Ukraine appears to be pulling off the ‘Anaconda Plan’

Logan Nye
Nov 3, 2023 8:01 PM PDT
4 minute read
Russia Ukraine War Concept with Armoured Tank Military

Photo credit: Craig Hastings. (Getty Images)

SUMMARY

Ukraine’s current progress in the counteroffensive is slow, but something like the Civil War’s Anaconda Plan is slowly emerging in Ukraine.

Ukraine isn't making the fast progress across Russian lines that many had hoped. Last year, during their first major counteroffensive, Ukrainian forces advanced miles on some days. But now, getting a few dozen meters through a Russian minefield represents a great day. It's not fun to watch, and it leaves thousands of Ukrainian families in harm's way. But Ukraine's recent strikes on the Black Sea Fleet, advances toward the M14, and repeated hits on Russian bridges are starting to look like America's Anaconda Plan from the Civil War. You remember, the slow, grinding strategy that cut off the Confederacy from re-supply and led to U.S. victory in the war?

It won't result in flashy, cathartic seizures of territory, but it could still result in victory, especially near Crimea.

The original Anaconda Plan and Ukraine parallels

General Winfield Scott proposed and enacted his "Anaconda Plan" at the start of the Civil War. Most Northerners expected a quick victory, but Scott knew it was unlikely. He thought the best way to win as fast as possible was to dig in for the long fight from the start.

As the Library of Congress puts it:

Scott’s Great Snake, published at the outset of the Civil War, humorously portrays General Winfield Scott’s “Anaconda Plan” to strangle the southern states by cutting off any imported supplies and halting cotton exports. Blockading fleets were also used on inland rivers to assist Union military operations. The Anaconda Plan emerged out of Scott’s understanding that the war would be long and slow, frustrating Northerners who thought a quick capture of Richmond would bring the rebellion to a sudden end.

Ukraine, like the United States at the start of its campaign against rebellious forces, would love a fast victory. But it appears to have decided that a large, complicated, NATO-style attack against Russian defenses won't work. Since NATO and especially U.S. tactics assume air parity or superiority against an enemy, it makes sense that Ukraine needs a different plan.
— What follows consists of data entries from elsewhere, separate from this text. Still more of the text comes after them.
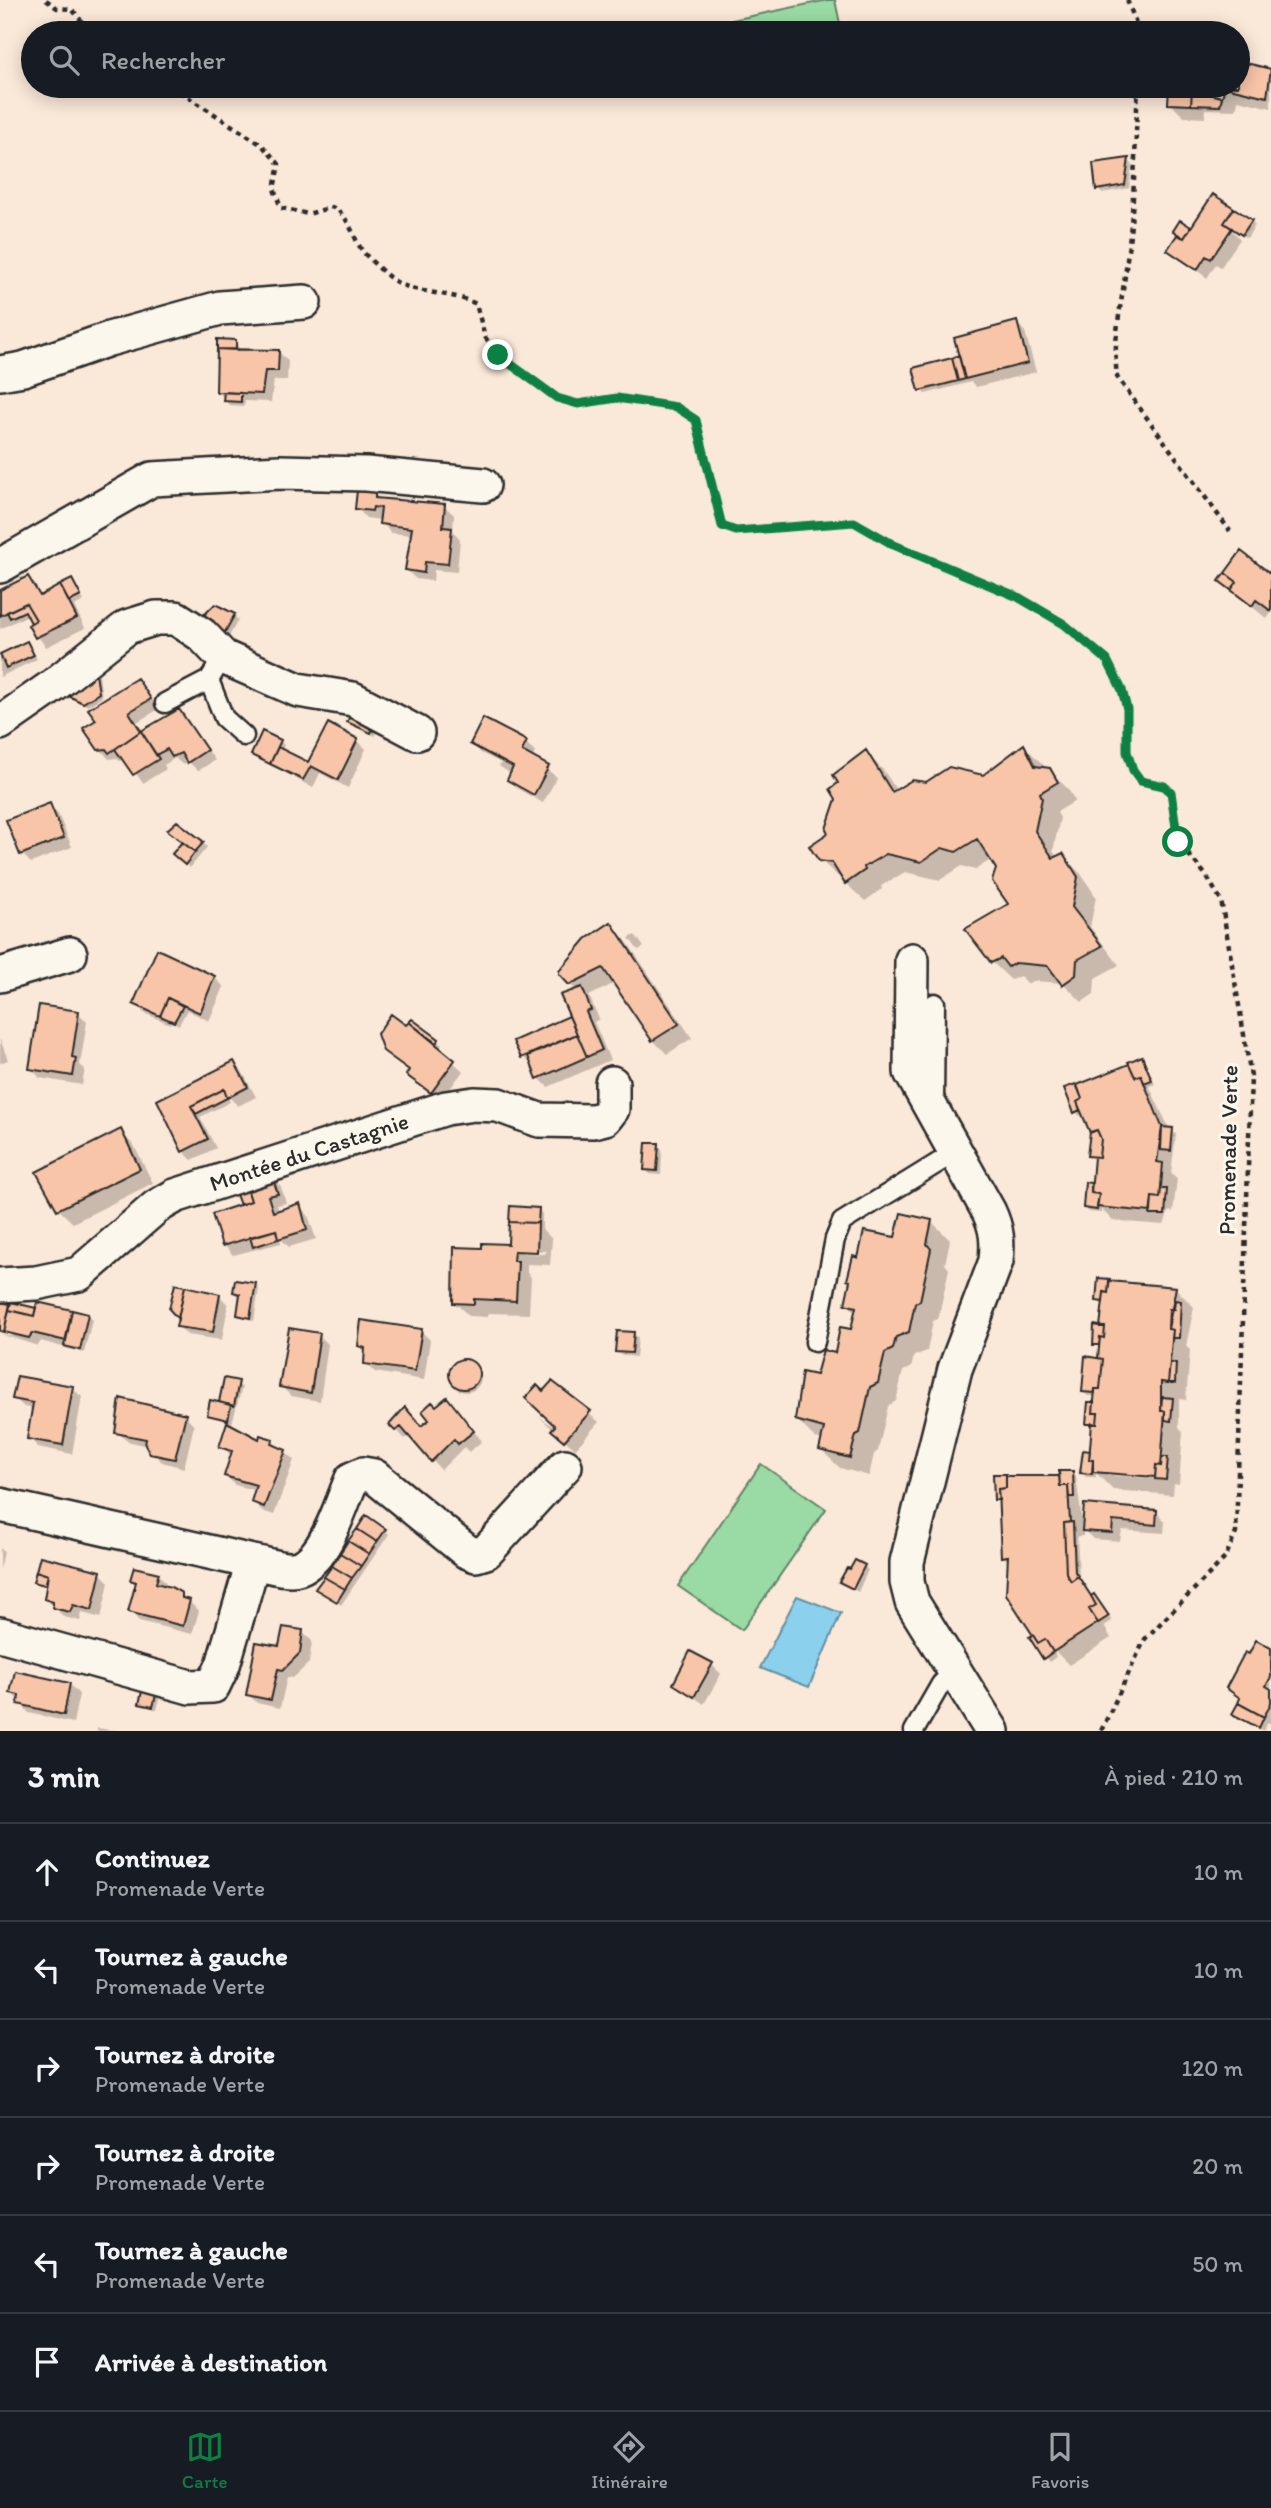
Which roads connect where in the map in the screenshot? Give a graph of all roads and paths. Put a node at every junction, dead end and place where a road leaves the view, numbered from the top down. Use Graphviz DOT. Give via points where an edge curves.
graph roads {
  1 [pos="47,0"];
  2 [pos="1127,0"];
  3 [pos="81,21"];
  4 [pos="1135,21"];
  5 [pos="190,98"];
  6 [pos="1138,98"];
  7 [pos="304,302"];
  8 [pos="0,373"];
  9 [pos="483,485"];
  10 [pos="1230,531"];
  11 [pos="0,566"];
  12 [pos="216,669"];
  13 [pos="165,703"];
  14 [pos="0,723"];
  15 [pos="417,733"];
  16 [pos="244,736"];
  17 [pos="71,954"];
  18 [pos="912,960"];
  19 [pos="0,975"];
  20 [pos="935,1003"];
  21 [pos="612,1083"];
  22 [pos="933,1116"];
  23 [pos="954,1153"];
  24 [pos="0,1284"];
  25 [pos="815,1342"];
  26 [pos="565,1466"];
  27 [pos="0,1505"];
  28 [pos="253,1562"];
  29 [pos="0,1634"];
  30 [pos="953,1672"];
  31 [pos="914,1731"];
  32 [pos="992,1731"];
  33 [pos="1101,1731"];
  1 -- 3 [label="path" via="57,8 72,9"];
  2 -- 4 [label="path"];
  5 -- 33 [label="path, Promenade Verte" via="262,145 279,164 274,189 281,208 308,214 332,207 342,212 364,253 391,279 476,304 485,337 498,355 557,398 578,404 617,398 676,407 696,420 722,526 736,531 854,522 894,545 1018,597 1064,624 1107,660 1127,709 1127,752 1133,770 1141,781 1171,792 1178,842 1221,900 1251,1076 1236,1533 1225,1558 1145,1639"];
  6 -- 10 [label="path" via="1135,181 1113,348 1117,377"];
  7 -- 8 [label="street" via="220,308"];
  9 -- 11 [label="street" via="366,474 152,479"];
  12 -- 13 [label="lane"];
  12 -- 14 [label="street" via="202,635 176,618 147,621 127,627"];
  12 -- 15 [label="street" via="353,699"];
  12 -- 16 [label="lane" via="224,718"];
  17 -- 19 [label="street"];
  18 -- 22 [label="street" via="911,1072"];
  20 -- 22 [label="lane"];
  21 -- 24 [label="street, Montée du Castagnie" via="612,1109 606,1118 539,1120 498,1105 474,1104 425,1114 176,1196 156,1207 79,1274 36,1283"];
  22 -- 23 [label="street"];
  23 -- 25 [label="lane" via="842,1222"];
  23 -- 30 [label="street" via="996,1228 998,1246 949,1390 907,1562 912,1602"];
  26 -- 28 [label="street" via="486,1552 466,1552 374,1476 363,1474 352,1479 318,1558 291,1569"];
  27 -- 28 [label="street"];
  28 -- 29 [label="street" via="213,1686 190,1687"];
  30 -- 31 [label="lane"];
  30 -- 32 [label="street"];
}
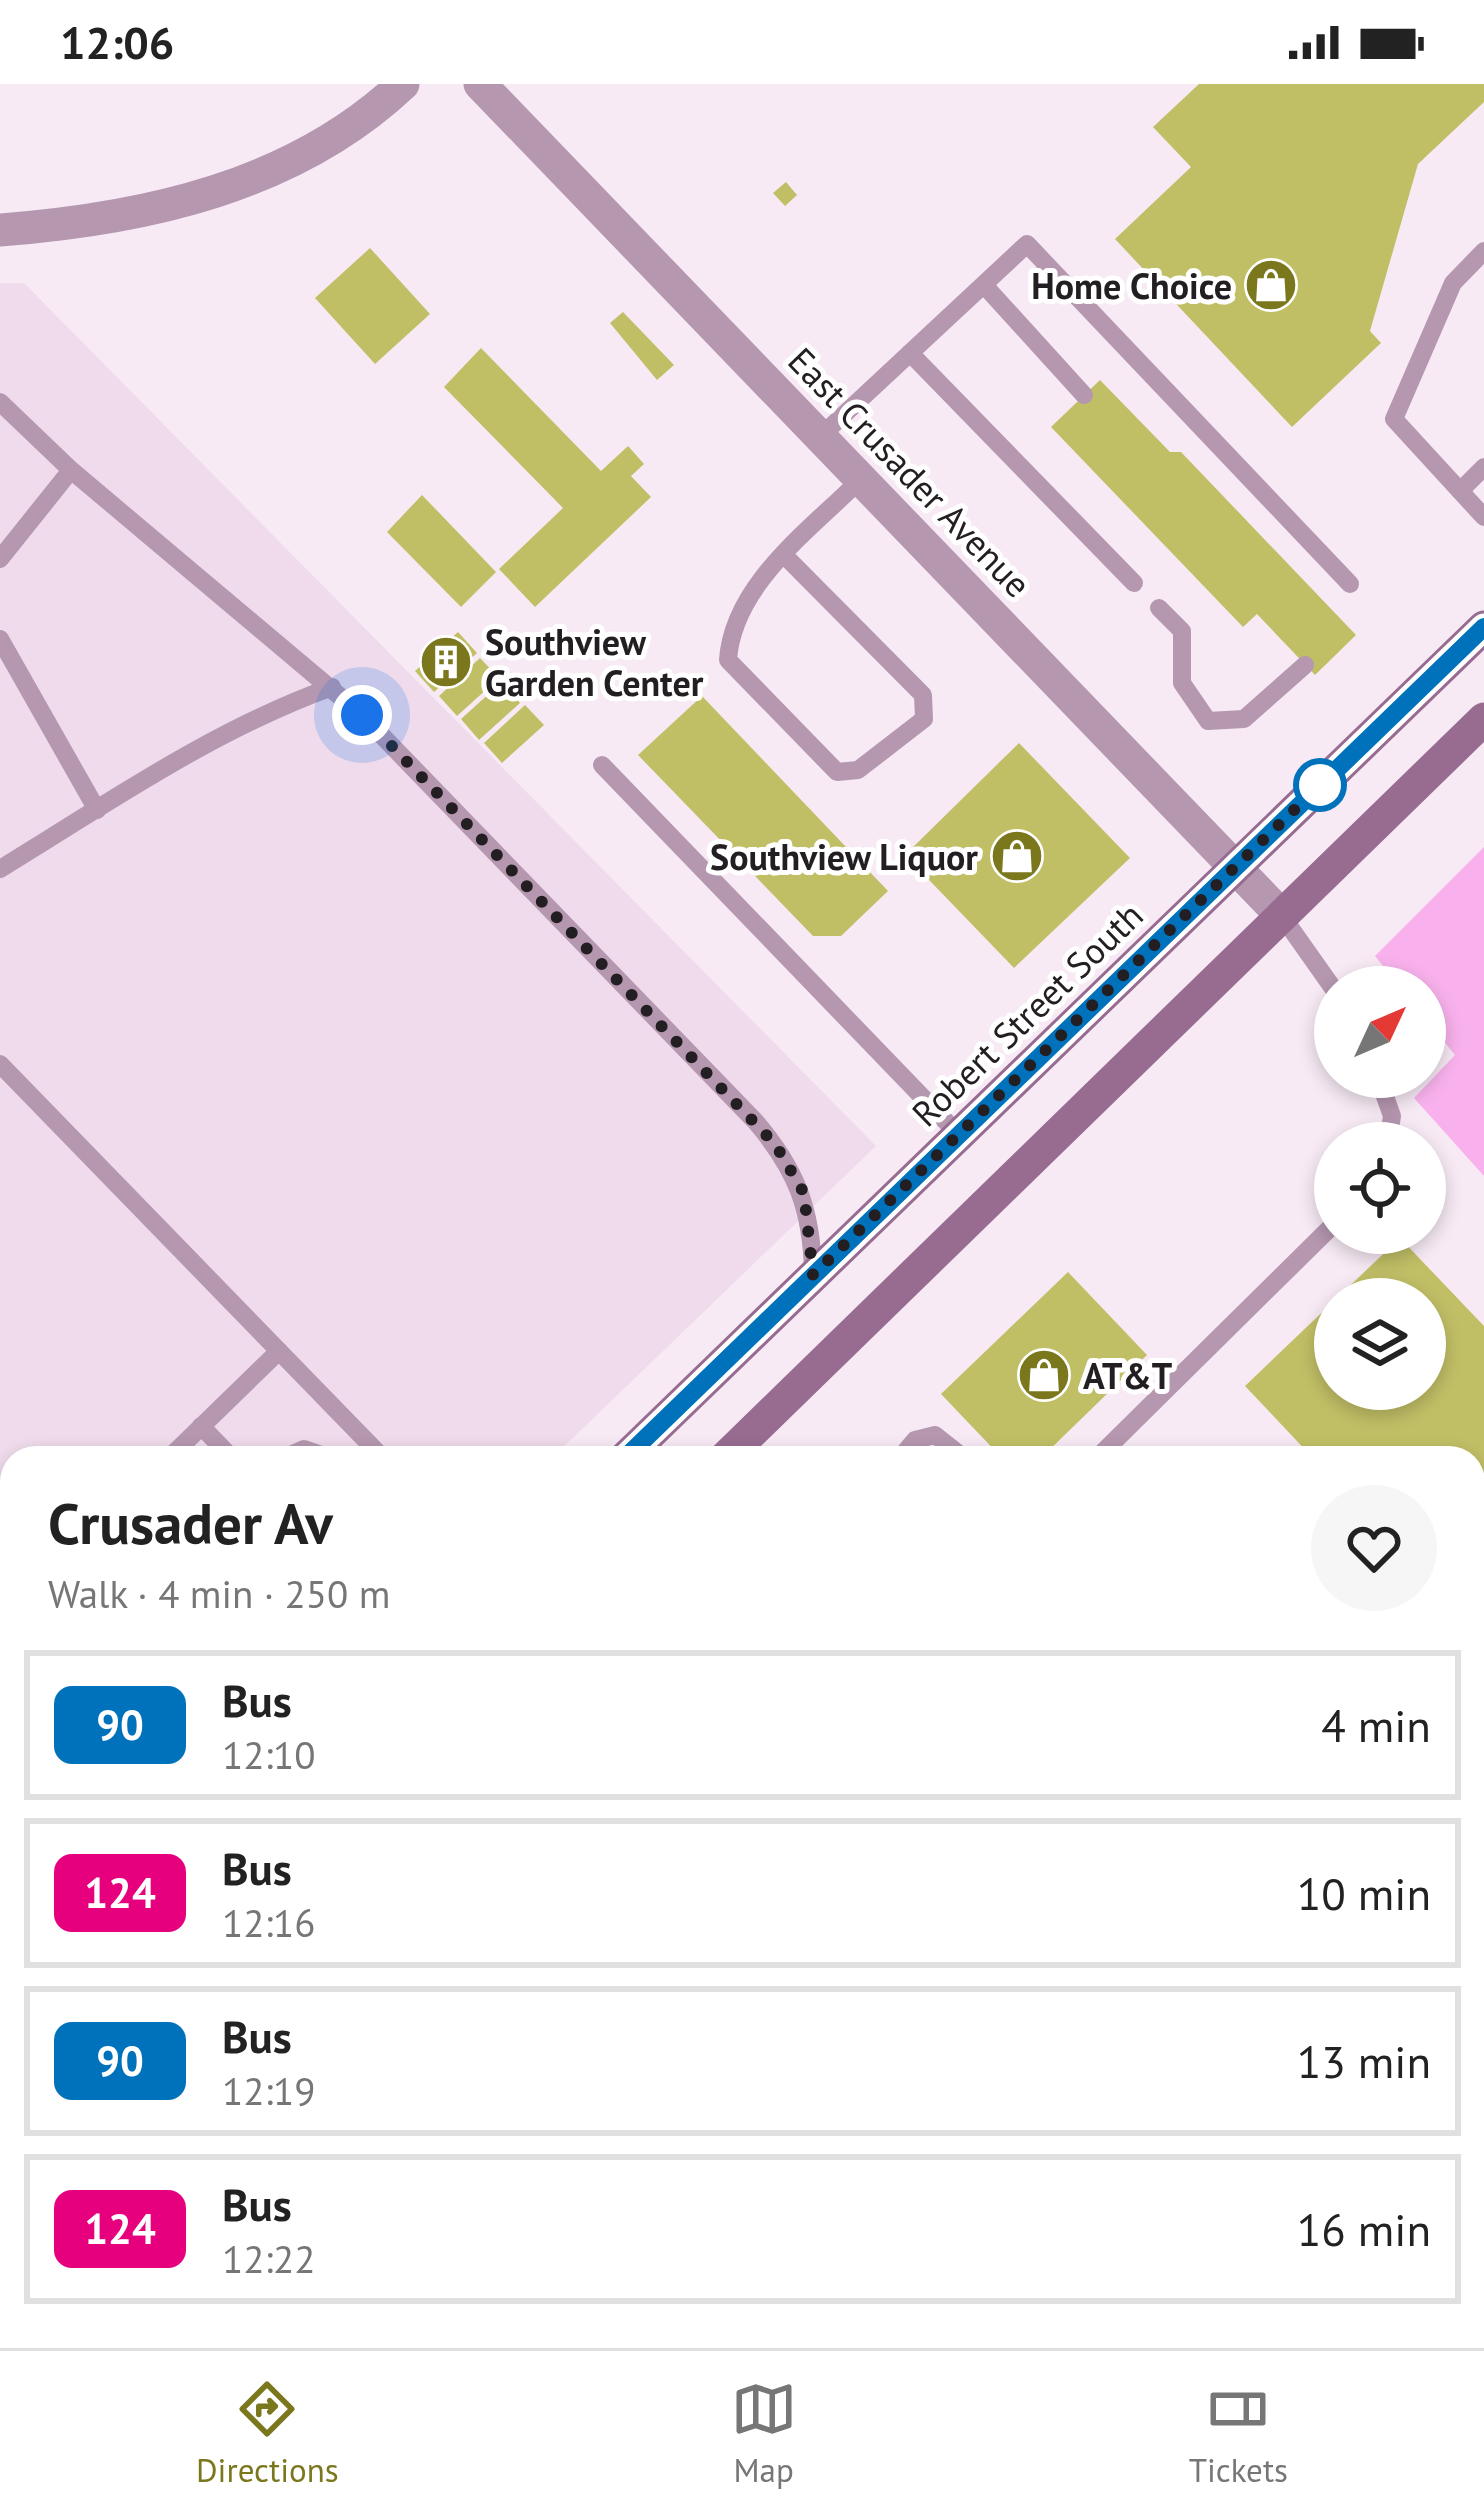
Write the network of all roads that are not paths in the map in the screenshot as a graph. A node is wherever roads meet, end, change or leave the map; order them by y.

Ukraine attempted the big, sweeping mechanized moves early in the counteroffensive. But their armored vehicles got bogged down and targeted by artillery. And so they switched to a slow strategy of chipping away at the defensive lines with small teams of infantry.

But at the same time, Ukraine has ramped up attacks on the Black Sea Fleet, continued to attack Russian bridges into Crimea, and now has struck Berdiansk–a crucial part of the land bridge–all developments that could choke southern Ukraine like it's being constricted by an anaconda.

1861 cartoon map of Scott's plan with caricatures.

Still, this might not be an anaconda play

It's important to note: Ukraine may not be attempting an isolation play.

Their attacks on the Black Sea Fleet include a direct hit on a Russian LST that limits seaborne resupply. But hitting high-dollar ships is valuable regardless. And hitting the Black Sea Fleet might just be a way to demonstrate capabilities while the ground war is so static.

Ukrainian strikes against bridges to Crimea could be more about hitting Putin's prestige projects more than about isolating the peninsula.

The severing of the land bridge is definitely an isolation play, but it could be about just breaking apart the enemy lines rather than concerted strangulation. Putting pressure on the land bridge also degrades morale and prevents Russian unit rotations. And it, of course, would allow for the liberation of cities like Melitopol.

What Ukraine needs for the potential play to be successful

But if Ukraine is enacting an Anaconda Plan against Kherson, Crimea, and Zaporizhzhia, it would look exactly like what Ukraine is currently doing. To be successful, it needs to further degrade the Black Sea fleet, do more damage to the road and rail bridges over the Kerch Strait, and most importantly, sever the land bridge that connects Russia to its most southerly formations in the Kherson Oblast and Crimea. Near Tokmak and Robotyne, that land bridge is almost down to just the M14 highway.

Russia appears to know how vulnerable it will be without the land bridge. It simply doesn't have the logistics capability to provide for the tens of thousands of troops in the south if it loses the land bridge. And it's using increased air strikes, deployments of the Russian Airborne Forces, and more to try to hold Ukraine away from Tokmak and Polohy.

The supply of American ATACMS make it much easier for Ukraine to isolate those forces. But if the HIMARS are range-limited as is reported or if America only donates cluster variants of the missile, it would still be quite hard for Ukraine to use the weapons effectively against the Black Sea Fleet or bridges. (The German Taurus missile, which Germany says it won't send, would be perfect against ships and bridges.)

But even if Ukraine is successful, it will take months for cut-off Russian units to surrender or become degraded enough for Ukraine to easily defeat. Anaconda Plans are not fast. But lasting success is more important than quick victory.